[Assigned task]
Present an exact copy of each line below.

Items listed in a dataset

----------

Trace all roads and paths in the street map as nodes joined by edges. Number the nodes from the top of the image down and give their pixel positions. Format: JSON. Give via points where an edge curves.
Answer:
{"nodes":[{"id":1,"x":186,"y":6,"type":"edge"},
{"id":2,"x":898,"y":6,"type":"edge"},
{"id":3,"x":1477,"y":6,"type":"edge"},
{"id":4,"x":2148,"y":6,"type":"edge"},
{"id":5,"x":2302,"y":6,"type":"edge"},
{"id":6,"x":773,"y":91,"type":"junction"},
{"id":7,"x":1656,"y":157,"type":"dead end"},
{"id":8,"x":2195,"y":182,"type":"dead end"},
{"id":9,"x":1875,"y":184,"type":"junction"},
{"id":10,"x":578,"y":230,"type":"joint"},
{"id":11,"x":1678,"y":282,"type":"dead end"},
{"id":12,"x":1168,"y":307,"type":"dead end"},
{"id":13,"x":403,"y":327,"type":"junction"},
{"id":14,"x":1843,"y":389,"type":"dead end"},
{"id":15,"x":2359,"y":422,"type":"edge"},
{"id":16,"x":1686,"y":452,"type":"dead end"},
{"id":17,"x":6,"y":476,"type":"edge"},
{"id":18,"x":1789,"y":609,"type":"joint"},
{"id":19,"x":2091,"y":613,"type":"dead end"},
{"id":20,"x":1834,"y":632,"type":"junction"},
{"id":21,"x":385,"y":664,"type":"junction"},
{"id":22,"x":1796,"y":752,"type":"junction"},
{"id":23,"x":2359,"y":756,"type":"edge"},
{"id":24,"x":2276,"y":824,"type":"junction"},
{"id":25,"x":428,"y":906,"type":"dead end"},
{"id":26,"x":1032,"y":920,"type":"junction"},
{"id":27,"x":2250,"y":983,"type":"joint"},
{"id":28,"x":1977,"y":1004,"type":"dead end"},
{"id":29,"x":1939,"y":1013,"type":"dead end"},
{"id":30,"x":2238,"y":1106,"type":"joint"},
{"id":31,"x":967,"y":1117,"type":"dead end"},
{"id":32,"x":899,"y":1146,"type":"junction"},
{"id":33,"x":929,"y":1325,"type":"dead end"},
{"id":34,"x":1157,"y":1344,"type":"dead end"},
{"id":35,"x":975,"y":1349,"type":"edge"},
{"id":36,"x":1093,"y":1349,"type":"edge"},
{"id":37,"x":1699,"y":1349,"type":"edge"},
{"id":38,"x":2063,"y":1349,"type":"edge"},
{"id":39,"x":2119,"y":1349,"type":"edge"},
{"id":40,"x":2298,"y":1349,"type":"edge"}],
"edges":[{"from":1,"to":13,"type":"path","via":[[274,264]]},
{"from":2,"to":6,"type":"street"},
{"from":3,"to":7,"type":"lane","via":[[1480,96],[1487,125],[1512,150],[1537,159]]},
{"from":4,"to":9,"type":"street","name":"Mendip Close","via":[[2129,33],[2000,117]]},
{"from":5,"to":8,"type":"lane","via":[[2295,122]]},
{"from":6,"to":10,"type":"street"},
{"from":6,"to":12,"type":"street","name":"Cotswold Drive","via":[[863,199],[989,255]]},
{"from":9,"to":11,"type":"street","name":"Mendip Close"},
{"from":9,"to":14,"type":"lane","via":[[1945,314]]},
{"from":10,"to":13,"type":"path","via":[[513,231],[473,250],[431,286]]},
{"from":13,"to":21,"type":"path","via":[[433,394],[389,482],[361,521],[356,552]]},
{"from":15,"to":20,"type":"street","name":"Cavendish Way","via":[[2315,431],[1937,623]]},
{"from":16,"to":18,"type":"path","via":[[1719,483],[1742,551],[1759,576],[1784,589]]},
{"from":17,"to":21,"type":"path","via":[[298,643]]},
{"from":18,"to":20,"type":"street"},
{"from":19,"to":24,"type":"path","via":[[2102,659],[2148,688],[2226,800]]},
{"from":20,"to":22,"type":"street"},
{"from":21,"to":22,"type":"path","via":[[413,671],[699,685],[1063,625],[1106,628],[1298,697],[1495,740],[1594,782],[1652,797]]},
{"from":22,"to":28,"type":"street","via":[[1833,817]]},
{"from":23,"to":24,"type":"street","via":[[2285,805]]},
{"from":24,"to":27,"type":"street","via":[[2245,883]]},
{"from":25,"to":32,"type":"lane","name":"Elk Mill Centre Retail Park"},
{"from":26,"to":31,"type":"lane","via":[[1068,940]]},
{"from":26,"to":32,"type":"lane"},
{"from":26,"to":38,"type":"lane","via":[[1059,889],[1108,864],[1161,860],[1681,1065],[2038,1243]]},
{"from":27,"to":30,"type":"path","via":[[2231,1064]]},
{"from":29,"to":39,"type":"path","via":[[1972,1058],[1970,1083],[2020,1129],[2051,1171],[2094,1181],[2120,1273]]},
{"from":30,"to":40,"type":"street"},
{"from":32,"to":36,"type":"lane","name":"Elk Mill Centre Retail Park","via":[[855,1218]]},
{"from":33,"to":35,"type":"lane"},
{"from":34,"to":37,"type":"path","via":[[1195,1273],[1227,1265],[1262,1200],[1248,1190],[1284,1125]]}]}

----------

[Solution to the exercise]
Trace all roads and paths in the street map as nodes joined by edges. Number the nodes from the top of the image down and give their pixel positions. Format: JSON. Give via points where an edge curves.
Answer:
{"nodes":[{"id":1,"x":186,"y":6,"type":"edge"},
{"id":2,"x":898,"y":6,"type":"edge"},
{"id":3,"x":1477,"y":6,"type":"edge"},
{"id":4,"x":2148,"y":6,"type":"edge"},
{"id":5,"x":2302,"y":6,"type":"edge"},
{"id":6,"x":773,"y":91,"type":"junction"},
{"id":7,"x":1656,"y":157,"type":"dead end"},
{"id":8,"x":2195,"y":182,"type":"dead end"},
{"id":9,"x":1875,"y":184,"type":"junction"},
{"id":10,"x":578,"y":230,"type":"joint"},
{"id":11,"x":1678,"y":282,"type":"dead end"},
{"id":12,"x":1168,"y":307,"type":"dead end"},
{"id":13,"x":403,"y":327,"type":"junction"},
{"id":14,"x":1843,"y":389,"type":"dead end"},
{"id":15,"x":2359,"y":422,"type":"edge"},
{"id":16,"x":1686,"y":452,"type":"dead end"},
{"id":17,"x":6,"y":476,"type":"edge"},
{"id":18,"x":1789,"y":609,"type":"joint"},
{"id":19,"x":2091,"y":613,"type":"dead end"},
{"id":20,"x":1834,"y":632,"type":"junction"},
{"id":21,"x":385,"y":664,"type":"junction"},
{"id":22,"x":1796,"y":752,"type":"junction"},
{"id":23,"x":2359,"y":756,"type":"edge"},
{"id":24,"x":2276,"y":824,"type":"junction"},
{"id":25,"x":428,"y":906,"type":"dead end"},
{"id":26,"x":1032,"y":920,"type":"junction"},
{"id":27,"x":2250,"y":983,"type":"joint"},
{"id":28,"x":1977,"y":1004,"type":"dead end"},
{"id":29,"x":1939,"y":1013,"type":"dead end"},
{"id":30,"x":2238,"y":1106,"type":"joint"},
{"id":31,"x":967,"y":1117,"type":"dead end"},
{"id":32,"x":899,"y":1146,"type":"junction"},
{"id":33,"x":929,"y":1325,"type":"dead end"},
{"id":34,"x":1157,"y":1344,"type":"dead end"},
{"id":35,"x":975,"y":1349,"type":"edge"},
{"id":36,"x":1093,"y":1349,"type":"edge"},
{"id":37,"x":1699,"y":1349,"type":"edge"},
{"id":38,"x":2063,"y":1349,"type":"edge"},
{"id":39,"x":2119,"y":1349,"type":"edge"},
{"id":40,"x":2298,"y":1349,"type":"edge"}],
"edges":[{"from":1,"to":13,"type":"path","via":[[274,264]]},
{"from":2,"to":6,"type":"street"},
{"from":3,"to":7,"type":"lane","via":[[1480,96],[1487,125],[1512,150],[1537,159]]},
{"from":4,"to":9,"type":"street","name":"Mendip Close","via":[[2129,33],[2000,117]]},
{"from":5,"to":8,"type":"lane","via":[[2295,122]]},
{"from":6,"to":10,"type":"street"},
{"from":6,"to":12,"type":"street","name":"Cotswold Drive","via":[[863,199],[989,255]]},
{"from":9,"to":11,"type":"street","name":"Mendip Close"},
{"from":9,"to":14,"type":"lane","via":[[1945,314]]},
{"from":10,"to":13,"type":"path","via":[[513,231],[473,250],[431,286]]},
{"from":13,"to":21,"type":"path","via":[[433,394],[389,482],[361,521],[356,552]]},
{"from":15,"to":20,"type":"street","name":"Cavendish Way","via":[[2315,431],[1937,623]]},
{"from":16,"to":18,"type":"path","via":[[1719,483],[1742,551],[1759,576],[1784,589]]},
{"from":17,"to":21,"type":"path","via":[[298,643]]},
{"from":18,"to":20,"type":"street"},
{"from":19,"to":24,"type":"path","via":[[2102,659],[2148,688],[2226,800]]},
{"from":20,"to":22,"type":"street"},
{"from":21,"to":22,"type":"path","via":[[413,671],[699,685],[1063,625],[1106,628],[1298,697],[1495,740],[1594,782],[1652,797]]},
{"from":22,"to":28,"type":"street","via":[[1833,817]]},
{"from":23,"to":24,"type":"street","via":[[2285,805]]},
{"from":24,"to":27,"type":"street","via":[[2245,883]]},
{"from":25,"to":32,"type":"lane","name":"Elk Mill Centre Retail Park"},
{"from":26,"to":31,"type":"lane","via":[[1068,940]]},
{"from":26,"to":32,"type":"lane"},
{"from":26,"to":38,"type":"lane","via":[[1059,889],[1108,864],[1161,860],[1681,1065],[2038,1243]]},
{"from":27,"to":30,"type":"path","via":[[2231,1064]]},
{"from":29,"to":39,"type":"path","via":[[1972,1058],[1970,1083],[2020,1129],[2051,1171],[2094,1181],[2120,1273]]},
{"from":30,"to":40,"type":"street"},
{"from":32,"to":36,"type":"lane","name":"Elk Mill Centre Retail Park","via":[[855,1218]]},
{"from":33,"to":35,"type":"lane"},
{"from":34,"to":37,"type":"path","via":[[1195,1273],[1227,1265],[1262,1200],[1248,1190],[1284,1125]]}]}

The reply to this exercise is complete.